# Denon ARV-590 users HELP!



## gijoe (Mar 25, 2008)

I went into Best Buy with my eyes on the 590. I have been researching a while and decided it was the right choice for my budget. When I ask the guy to get me one he says that the 590 does NOT play audio from an HDMI source. He said it will only play the video, if I want the receiver to process the sound from my cable box or PS3 I'll have to run a separate audio cable from each into the 590.

This didn't sound right, he said the 1610 is what I need in order to run audio from an HDMI input. I asked, "are you sure" he said "yes" I said that I didn't see that in the reviews I'd read he said "yeah we've had several returned because of that." 

Just in case he was right I bought the 1610, but I need confirmation before I open it. If he was wrong, or flat out lied (it is BB) I'll take this back and get the 590 as originally planned and save a few dollars.

Please let me know.


----------



## TREETOP (Feb 11, 2009)

I know some of the Pioneer receivers are the same way, and I'm sure there are others. Seems like it would be simple for them to let audio pass through the same HDMI cable in all units, but for some reason a lot of entry level receivers don't.

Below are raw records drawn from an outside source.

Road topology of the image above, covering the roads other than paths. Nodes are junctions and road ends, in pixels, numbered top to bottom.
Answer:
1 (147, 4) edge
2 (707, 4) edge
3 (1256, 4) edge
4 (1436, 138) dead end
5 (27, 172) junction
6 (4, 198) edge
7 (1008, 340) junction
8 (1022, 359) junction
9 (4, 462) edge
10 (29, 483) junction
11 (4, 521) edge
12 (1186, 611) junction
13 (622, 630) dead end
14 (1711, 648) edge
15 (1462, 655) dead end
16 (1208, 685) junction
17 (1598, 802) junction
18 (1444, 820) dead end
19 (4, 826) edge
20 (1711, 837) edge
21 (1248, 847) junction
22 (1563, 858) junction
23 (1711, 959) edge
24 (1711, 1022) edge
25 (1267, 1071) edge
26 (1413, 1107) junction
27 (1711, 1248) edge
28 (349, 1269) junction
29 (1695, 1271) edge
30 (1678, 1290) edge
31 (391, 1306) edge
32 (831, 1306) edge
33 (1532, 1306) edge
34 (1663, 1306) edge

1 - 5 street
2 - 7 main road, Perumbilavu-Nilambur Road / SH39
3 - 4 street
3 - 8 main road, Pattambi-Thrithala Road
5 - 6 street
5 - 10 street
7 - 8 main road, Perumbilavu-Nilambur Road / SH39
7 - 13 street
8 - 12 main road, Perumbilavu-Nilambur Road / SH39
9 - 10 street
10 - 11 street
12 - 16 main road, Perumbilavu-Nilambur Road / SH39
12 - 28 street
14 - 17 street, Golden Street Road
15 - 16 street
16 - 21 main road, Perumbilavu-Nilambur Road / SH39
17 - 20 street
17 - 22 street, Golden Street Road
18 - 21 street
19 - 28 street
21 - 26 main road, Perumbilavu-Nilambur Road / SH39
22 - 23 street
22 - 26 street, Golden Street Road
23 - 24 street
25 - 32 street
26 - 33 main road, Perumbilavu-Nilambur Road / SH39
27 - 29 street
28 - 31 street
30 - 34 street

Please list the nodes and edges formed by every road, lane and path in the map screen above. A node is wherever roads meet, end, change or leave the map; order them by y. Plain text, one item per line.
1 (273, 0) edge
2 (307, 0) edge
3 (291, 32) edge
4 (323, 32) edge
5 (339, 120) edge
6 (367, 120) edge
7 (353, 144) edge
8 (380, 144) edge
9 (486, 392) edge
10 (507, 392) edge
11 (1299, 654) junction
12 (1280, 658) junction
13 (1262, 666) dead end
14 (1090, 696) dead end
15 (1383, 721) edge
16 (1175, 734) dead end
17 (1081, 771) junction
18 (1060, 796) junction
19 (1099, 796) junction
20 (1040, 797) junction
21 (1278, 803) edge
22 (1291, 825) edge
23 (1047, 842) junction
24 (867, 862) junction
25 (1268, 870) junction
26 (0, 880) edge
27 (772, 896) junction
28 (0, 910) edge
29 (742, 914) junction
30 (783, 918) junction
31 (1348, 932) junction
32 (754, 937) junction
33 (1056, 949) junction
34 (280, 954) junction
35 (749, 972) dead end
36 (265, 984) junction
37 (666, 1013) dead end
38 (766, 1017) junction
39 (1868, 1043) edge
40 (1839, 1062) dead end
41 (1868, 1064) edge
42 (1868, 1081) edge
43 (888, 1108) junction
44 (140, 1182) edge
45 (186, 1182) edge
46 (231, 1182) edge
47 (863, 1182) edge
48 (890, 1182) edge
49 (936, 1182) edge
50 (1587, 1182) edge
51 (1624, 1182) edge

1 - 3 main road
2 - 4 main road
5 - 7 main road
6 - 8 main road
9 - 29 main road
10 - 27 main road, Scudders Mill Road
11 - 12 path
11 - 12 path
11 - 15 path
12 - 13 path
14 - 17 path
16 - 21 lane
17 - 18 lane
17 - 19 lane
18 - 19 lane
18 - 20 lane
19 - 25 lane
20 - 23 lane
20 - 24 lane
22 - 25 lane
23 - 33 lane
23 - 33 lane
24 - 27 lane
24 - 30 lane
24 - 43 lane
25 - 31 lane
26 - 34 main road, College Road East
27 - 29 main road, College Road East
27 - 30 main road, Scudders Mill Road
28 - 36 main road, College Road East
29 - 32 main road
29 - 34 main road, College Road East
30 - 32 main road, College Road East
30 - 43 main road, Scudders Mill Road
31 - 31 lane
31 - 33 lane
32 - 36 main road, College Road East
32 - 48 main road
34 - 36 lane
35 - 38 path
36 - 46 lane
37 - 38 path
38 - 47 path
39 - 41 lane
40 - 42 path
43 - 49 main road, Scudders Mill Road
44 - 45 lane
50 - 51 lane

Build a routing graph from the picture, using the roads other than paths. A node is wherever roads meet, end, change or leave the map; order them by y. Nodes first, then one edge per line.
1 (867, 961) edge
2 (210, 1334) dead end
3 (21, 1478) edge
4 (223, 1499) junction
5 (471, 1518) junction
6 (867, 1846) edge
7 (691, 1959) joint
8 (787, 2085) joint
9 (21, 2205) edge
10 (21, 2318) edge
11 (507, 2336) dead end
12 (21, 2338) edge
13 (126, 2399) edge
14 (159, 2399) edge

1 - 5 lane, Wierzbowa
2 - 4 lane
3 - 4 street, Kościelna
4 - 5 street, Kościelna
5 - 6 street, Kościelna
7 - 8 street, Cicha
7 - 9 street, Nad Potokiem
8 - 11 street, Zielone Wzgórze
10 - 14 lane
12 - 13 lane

[edit:] Strange though, this chart shows the 590's HDMI being able to carry DVD Audio:
http://www.usa.denon.com/AVR_3_Digit_HDMI_Capabilities_x90_v0528.pdf

And from here:
Denon - 375W 5.1-Ch. Apple® iPod®-Ready A/V Receiver - AVR-590


> Finally, my thoughts on HDMI. I used only HDMI connections to the LG TV, LG Blue Ray, and DirecTV HD DRV. The first attempt was sad... video with no sound, etc. After breaking down and reading the manual ( I know, I know, there are rules against breaking mancode), I discovered that HDMI cables are directional; as in it matters which side of the cable plugs into what. When I paid attention to the little arrows on the HDMI cables, everything worked perfectly.
> 
> By the way, the HDMI signal is passed through when the receiver is off. By default, this is turned off. You have to turn the pass-through on in the "Manual Settings" menu."


Directional HDMI?? 

OK well I tried to help, sorry if I made things worse. :worried:


----------



## gijoe (Mar 25, 2008)

TREETOP said:


> I know some of the Pioneer receivers are the same way, and I'm sure there are others. Seems like it would be simple for them to let audio pass through the same HDMI cable in all units, but for some reason a lot of entry level receivers don't.
> 
> [edit:] Strange though, this chart shows the 590's HDMI being able to carry DVD Audio:
> http://www.usa.denon.com/AVR_3_Digit_HDMI_Capabilities_x90_v0528.pdf
> ...


Haha, I actually read the same quote and thought the same thing. Directional Digital cable hu? 

AVforum says that the ONLY difference between the 2 is the 1610 has the 2nd zone.

I would assume that a quality unit by Denon with Dolby HD would accept audio through an HDMI cable, I would think that's pretty standard for a receiver in this price range.


----------



## gijoe (Mar 25, 2008)

I ended up keeping the 1610. I called and talked to the manager and she credited me 10% for this one, which actually made it cheaper than the 590.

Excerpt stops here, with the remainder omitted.